Frank Scarpa

Personal information
- Born: Francis Scarpa September 28, 1915 Boston, Massachusetts, U.S.
- Died: January 25, 1969 (aged 53) Boston, Massachusetts, U.S.

Professional wrestling career
- Ring name(s): Frank Scarpa Manuel Garza Manuel Cortez Ricardo Cortez Gino Martinelli
- Billed height: 6 ft 0 in (183 cm)
- Billed weight: 251 lb (114 kg)
- Trained by: Fred Myerson
- Debut: 1936

= Frank Scarpa =

American professional wrestler (1915–1969)

Frank Scarpa (September 28, 1915 – January 25, 1969) was an American professional wrestler. While best known for his time with Big Time Wrestling, where he held the Boston-version of the World Heavyweight Championship, Scarpa spent the majority of his career as a journeyman competing across Canada and the United States.

As Manuel Garza, he was a major star in the Los Angeles wrestling territory in the 1950s and won the NWA International Television Championship in 1957. According to wrestling historian Tom Burke, Scarpa set a record by selling out the Olympic Auditorium for 18 weeks in a row.

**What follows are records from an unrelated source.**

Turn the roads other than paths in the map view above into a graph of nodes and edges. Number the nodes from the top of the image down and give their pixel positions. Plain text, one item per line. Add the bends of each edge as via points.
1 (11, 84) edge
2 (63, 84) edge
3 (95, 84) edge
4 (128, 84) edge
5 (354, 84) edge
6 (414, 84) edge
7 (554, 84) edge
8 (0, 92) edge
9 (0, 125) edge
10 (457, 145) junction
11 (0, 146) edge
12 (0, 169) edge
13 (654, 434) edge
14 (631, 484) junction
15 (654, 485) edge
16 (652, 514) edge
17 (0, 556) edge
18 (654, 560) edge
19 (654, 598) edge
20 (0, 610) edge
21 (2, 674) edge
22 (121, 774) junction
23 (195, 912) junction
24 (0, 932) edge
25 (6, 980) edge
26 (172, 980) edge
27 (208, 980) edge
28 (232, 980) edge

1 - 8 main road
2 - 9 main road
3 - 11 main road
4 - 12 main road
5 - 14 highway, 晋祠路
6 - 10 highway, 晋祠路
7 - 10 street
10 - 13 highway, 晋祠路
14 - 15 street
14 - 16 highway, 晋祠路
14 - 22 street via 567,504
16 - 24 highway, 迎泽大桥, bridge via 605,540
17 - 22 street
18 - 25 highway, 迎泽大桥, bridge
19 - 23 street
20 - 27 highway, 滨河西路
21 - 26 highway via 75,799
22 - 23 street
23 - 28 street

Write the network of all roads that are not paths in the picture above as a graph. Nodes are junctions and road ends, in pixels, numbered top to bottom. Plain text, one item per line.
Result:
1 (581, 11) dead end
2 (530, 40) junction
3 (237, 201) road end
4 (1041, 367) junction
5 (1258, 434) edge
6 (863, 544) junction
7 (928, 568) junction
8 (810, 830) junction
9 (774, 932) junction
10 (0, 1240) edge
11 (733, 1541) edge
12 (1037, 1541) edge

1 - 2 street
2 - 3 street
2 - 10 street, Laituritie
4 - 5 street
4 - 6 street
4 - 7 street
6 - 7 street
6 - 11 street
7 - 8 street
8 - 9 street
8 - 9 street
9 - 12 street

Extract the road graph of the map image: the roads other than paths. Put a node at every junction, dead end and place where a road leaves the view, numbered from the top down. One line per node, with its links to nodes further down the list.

Santos eventually returned to New England spending the final years of his career as the region's top star.

==Death==
On January 25, 1969, Scarpa suffered a heart attack one day after wrestling at the Jack Witschi Arena in North Attleboro - a Best 3-out-of-5 Falls match with Chief Eagle versus BTW U.S. Heavyweight Champion Gypsy Joe and Malcolm Cormier, which Scarpa's team won. He was sent to Boston City Hospital where he died. He was 53.

==Championships and accomplishments==
- Big Time Wrestling
  - BTW World Heavyweight Championship (1 time)
  - BTW United States Heavyweight Championship (5 times)
- NWA Los Angeles
  - NWA International Television Championship (1 time)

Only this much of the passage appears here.